Commerce Secretary Wilbur Ross on Thursday said he doesn't understand why federal employees would need assistance from food banks, when they should be able to secure loans to ride out the shutdown.
Ross, whose net worth is in the hundreds of millions, told business network CNBC Thursday he knows federal workers are visiting shelters to find free food, but doesn't quite understand why that's necessary. Roughly 800,000 federal employees have gone without a paycheck for more than a month now, as the longest shutdown on record continues.
In Washington, D.C., and around the country, communities have opened up food banks to federal workers who aren't currently receiving a paycheck. Ross pointed out that workers will eventually receive their paychecks, and so financial institutions should be lending to them temporarily.
"Well, I know they are and I don't really quite understand why," Ross told CNBC, on federal workers at food banks. "Because, as I mentioned before, the obligations that they would undertake, say borrowing from a bank or a credit union are in effect federally guaranteed. So the 30 days of pay that some people will be out, there's no real reason why they shouldn't be able to get a loan against it and we've seen a number of ads from financial institutions doing that."
Ross' comments sparked immediate backlash.
"Wilbur Ross is a billionaire," Senate Minority Leader Chuck Schumer tweeted (although Forbes removed him from its billionaires list in 2017). "And this is billionaire Wilbur Ross saying he doesn't understand why federal workers not getting paid during the #TrumpShutdown don't just take out loans *to feed their families* Unreal."
Ross' remarks come as the president himself has struggled to empathize with federal workers going without pay. The president has called them "patriots" and says most of them understand his border wall and border security are worth it, but some federal workers going without pay for now don't see it that way.
"It must be nice to be a billionaire ... that he doesn't have to worry about a paycheck," one Coast Guard aviator in North Carolina told CBS News earlier this month.
Larry Kudlow, the president's top economic adviser, said nobody wants federal workers to experience the pain they currently are.
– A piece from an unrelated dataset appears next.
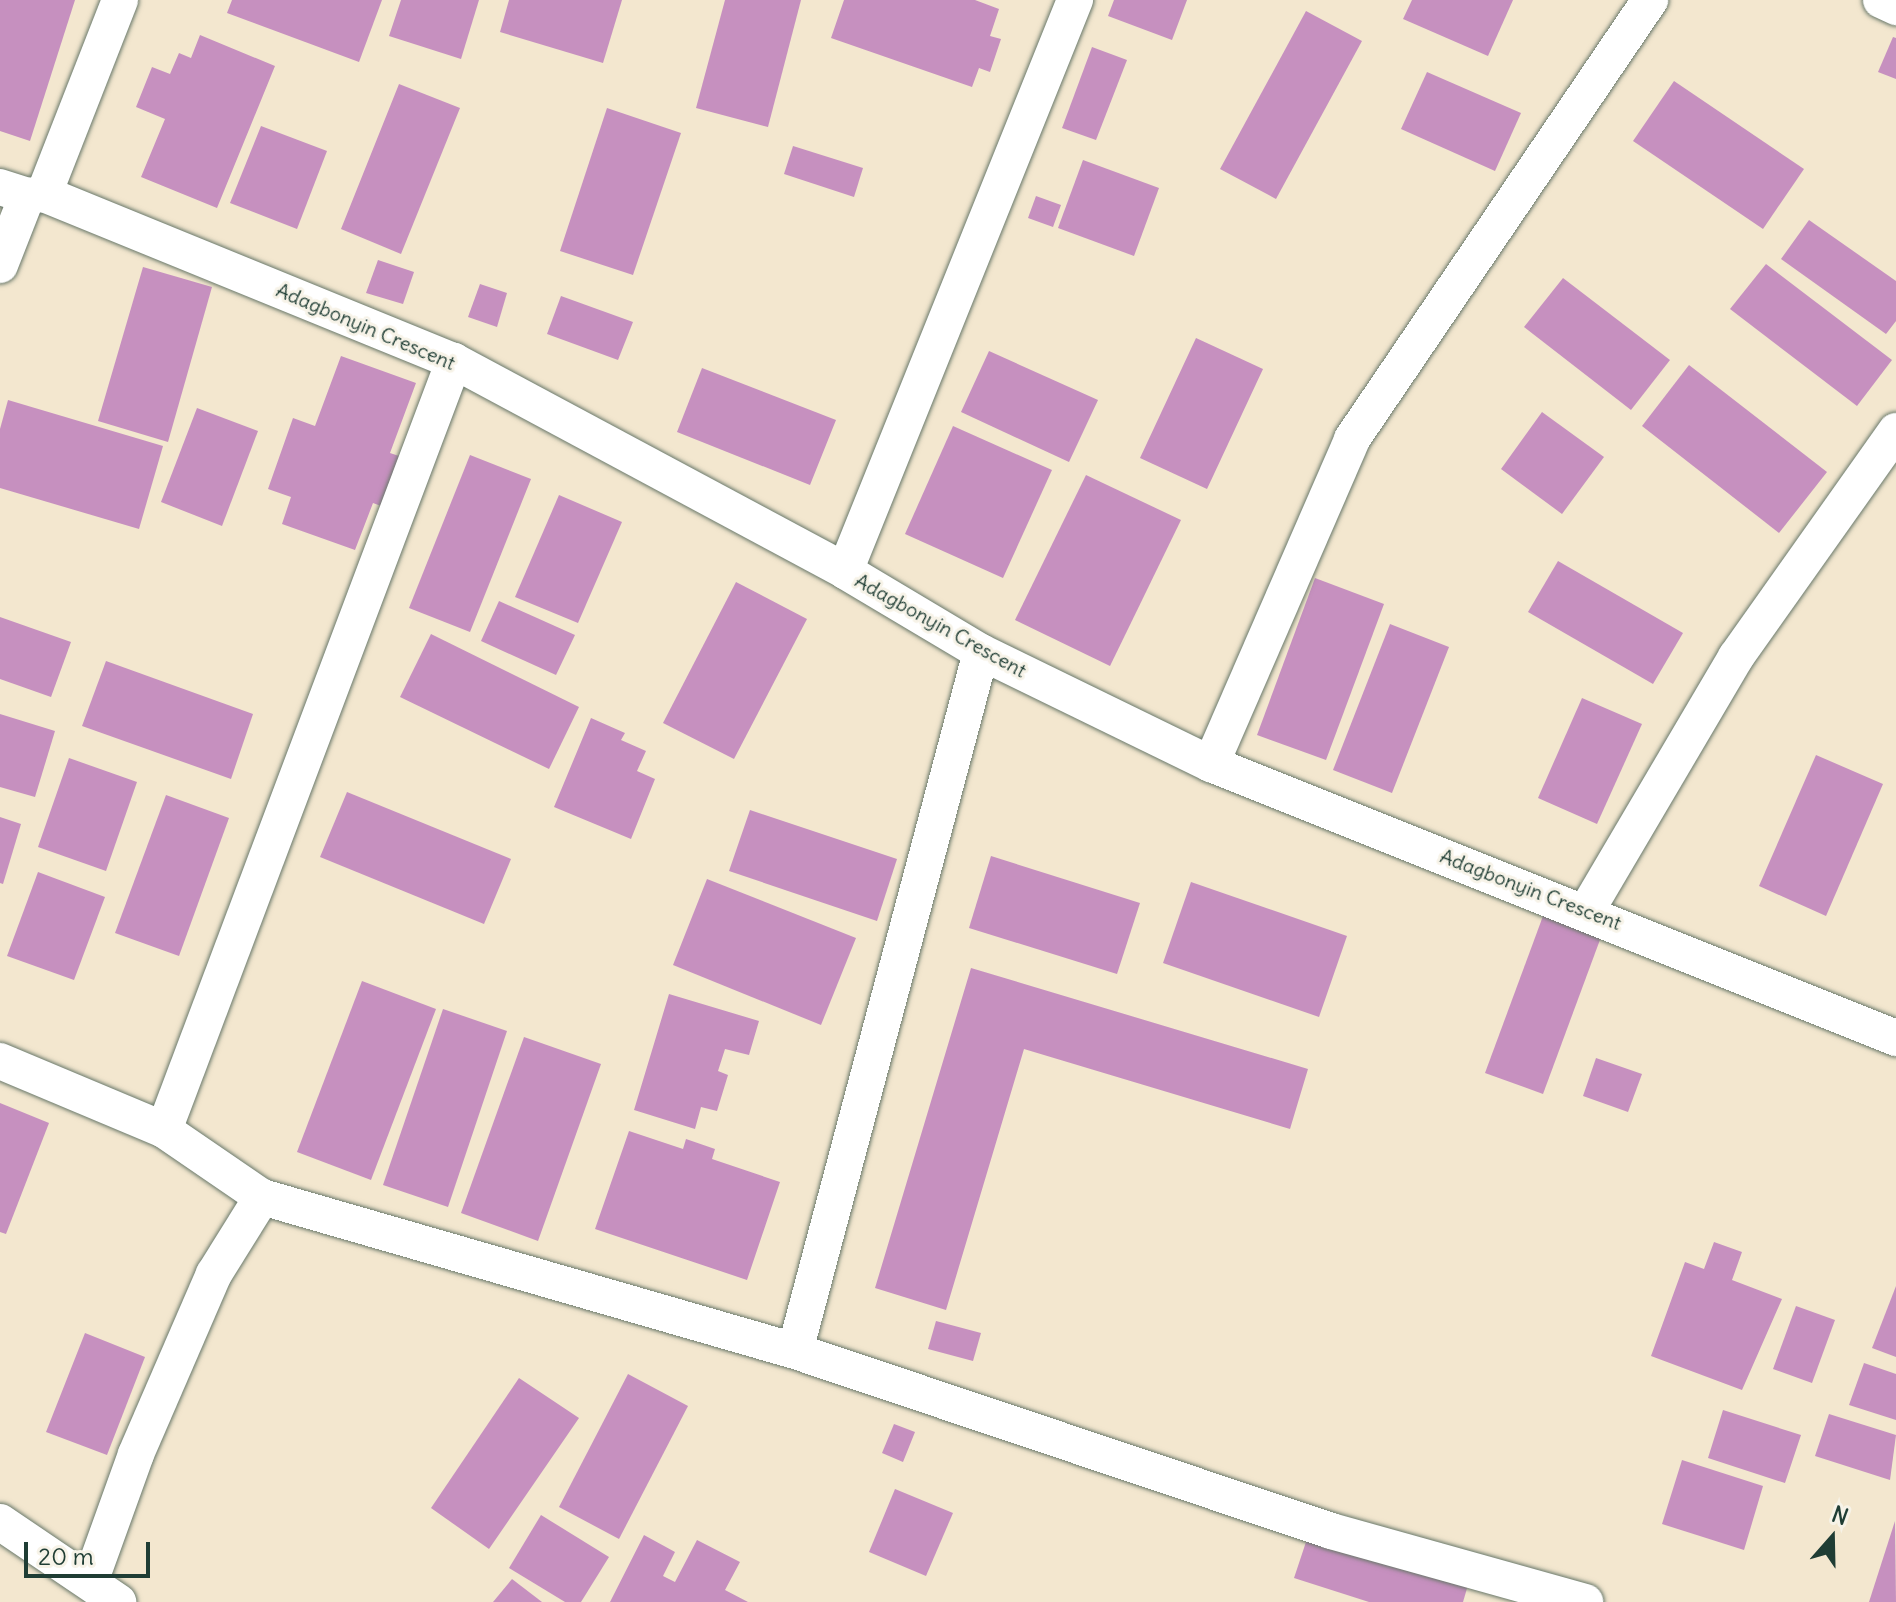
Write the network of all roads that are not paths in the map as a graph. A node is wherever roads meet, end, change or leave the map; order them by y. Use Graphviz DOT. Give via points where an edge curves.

"I fret about the hardship. OK?" Kudlow told reporters Thursday afternoon. "That's just me. I fret about the hardship. And my great hope is that we can reach an agreement ASAP so that those furloughed workers and others will come back look they're going to get paid. They're going to get paid. ... Am I out of touch? I don't think I'm out of touch. I mean I've met with my individual staff members, and God bless em, they're working for free, they're volunteering, but they do it because they believe government service is honorable and they believe in president Trump and they're working as hard as ever."